Sunday, 12 August 2012
Reasons to be Cheerful - last chance!
I have just read that there will be a final performance of Reasons to Be Cheerful at the Queen Elizabeth Hall on the South Bank on September 9th - click here for booking details. Below is an extract from an earlier post about seeing the show at Stratford East.
On Friday I saw Reasons to Be Cheerful (above), a new musical featuring the songs of Ian Dury, at Theatre Royal, Stratford East - yes, the very same stage where the Fings ... mob and Alan Klein's characters in What a Crazy World first strutted their stuff.
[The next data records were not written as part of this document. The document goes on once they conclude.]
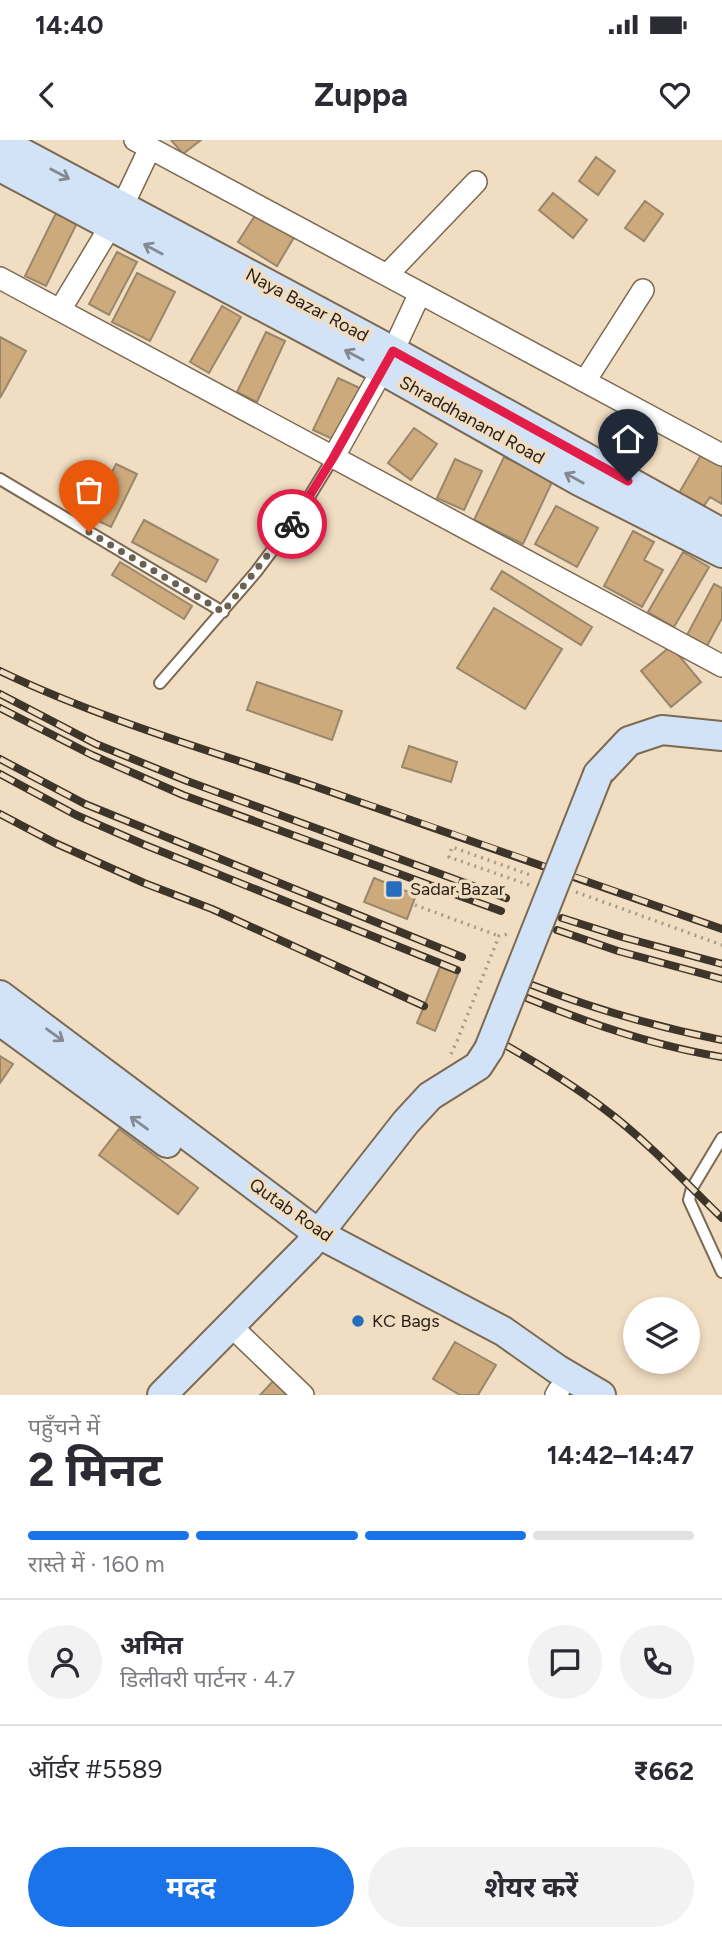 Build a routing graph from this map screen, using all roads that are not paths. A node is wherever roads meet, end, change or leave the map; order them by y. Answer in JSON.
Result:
{"nodes":[{"id":1,"x":0,"y":141,"type":"edge"},
{"id":2,"x":142,"y":144,"type":"edge"},
{"id":3,"x":0,"y":167,"type":"edge"},
{"id":4,"x":476,"y":181,"type":"dead end"},
{"id":5,"x":116,"y":217,"type":"junction"},
{"id":6,"x":387,"y":275,"type":"junction"},
{"id":7,"x":0,"y":278,"type":"edge"},
{"id":8,"x":643,"y":290,"type":"dead end"},
{"id":9,"x":421,"y":293,"type":"junction"},
{"id":10,"x":60,"y":310,"type":"junction"},
{"id":11,"x":388,"y":361,"type":"junction"},
{"id":12,"x":584,"y":381,"type":"junction"},
{"id":13,"x":722,"y":455,"type":"edge"},
{"id":14,"x":333,"y":458,"type":"junction"},
{"id":15,"x":0,"y":479,"type":"edge"},
{"id":16,"x":722,"y":533,"type":"edge"},
{"id":17,"x":722,"y":553,"type":"edge"},
{"id":18,"x":223,"y":612,"type":"junction"},
{"id":19,"x":722,"y":666,"type":"edge"},
{"id":20,"x":160,"y":683,"type":"dead end"},
{"id":21,"x":722,"y":736,"type":"edge"},
{"id":22,"x":0,"y":995,"type":"edge"},
{"id":23,"x":0,"y":1021,"type":"edge"},
{"id":24,"x":722,"y":1138,"type":"edge"},
{"id":25,"x":314,"y":1241,"type":"junction"},
{"id":26,"x":722,"y":1272,"type":"edge"},
{"id":27,"x":230,"y":1325,"type":"junction"},
{"id":28,"x":561,"y":1393,"type":"edge"},
{"id":29,"x":162,"y":1395,"type":"edge"},
{"id":30,"x":303,"y":1395,"type":"edge"},
{"id":31,"x":601,"y":1395,"type":"edge"}],
"edges":[{"from":1,"to":5,"type":"street","name":"Naya Bazar Road","one_way":true},
{"from":2,"to":5,"type":"street"},
{"from":2,"to":6,"type":"street"},
{"from":3,"to":5,"type":"street"},
{"from":4,"to":6,"type":"street"},
{"from":5,"to":10,"type":"street"},
{"from":5,"to":11,"type":"street","name":"Naya Bazar Road"},
{"from":6,"to":9,"type":"street"},
{"from":7,"to":10,"type":"street"},
{"from":8,"to":12,"type":"street"},
{"from":9,"to":11,"type":"street"},
{"from":9,"to":12,"type":"street"},
{"from":10,"to":14,"type":"street"},
{"from":11,"to":14,"type":"street"},
{"from":11,"to":16,"type":"street","name":"Naya Bazar Road"},
{"from":17,"to":11,"type":"street","name":"Shraddhanand Road","one_way":true},
{"from":12,"to":13,"type":"street"},
{"from":14,"to":18,"type":"lane"},
{"from":14,"to":19,"type":"street"},
{"from":15,"to":18,"type":"lane"},
{"from":18,"to":20,"type":"lane"},
{"from":21,"to":25,"type":"street","bridge":true},
{"from":22,"to":25,"type":"street","name":"Qutab Road","one_way":true},
{"from":25,"to":23,"type":"street","name":"Qutab Road","one_way":true},
{"from":24,"to":26,"type":"lane"},
{"from":25,"to":27,"type":"street"},
{"from":25,"to":28,"type":"street","name":"Qutab Road"},
{"from":25,"to":31,"type":"street","name":"Qutab Road"},
{"from":27,"to":29,"type":"street"},
{"from":27,"to":30,"type":"street"}]}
I'm not going to give a detailed review of it here except to say that it was a joyous occasion: the theatre is the right size to make musicals seem intimate, not overpowering.
It was written by Paul Sirett, also a benign overseer of proceedings as guitarist in the onstage band. What interested me, and what I can't quite work out, is why it was so good - and I don't mean to be insulting to Paul, to whom I, like many others, have reasons to be grateful.
The story was a fairly simple one: the mission to get tickets for an Ian Dury gig - and how, as the publicity says, "events take a surprising turn." But I suppose the point was you wanted to be with the characters, you were given enough information to care about them, and the songs seemed inserted at the right moments, heightening the action: a jukebox musical it wasn't, in other words, even though Dury's biggest hits were used.
At one point the convention was playfully overturned when one of the characters said why shouldn't a certain song be inserted, and lo, it was. There was also a framing device, so that we were watching characters put on a fringe theatre show in a pub, which also helped keep us away from the unreality of a big West End production, and the fact that the show was being signed (it's a coproduction with disabled-led theatre company Graeae) and that characters who were onlookers participated so vigorously in the songs (the mother, played by Karen Spicer, above, was really going for it) accentuated the idea of a communal event that embraced the audience.
The best illustration of how the songs were used was the way in which the opportunity for a mawkish onstage death scene was resisted. It's not clear whether or not a certain character died on the night of the action, but a certain song, coming when it did, was enough to tell us what the protagonist felt about it when it did come, which was all we needed to know. (Pismotality is a fully accredited spoiler-sensitive blogger - remember, always look for the logo.)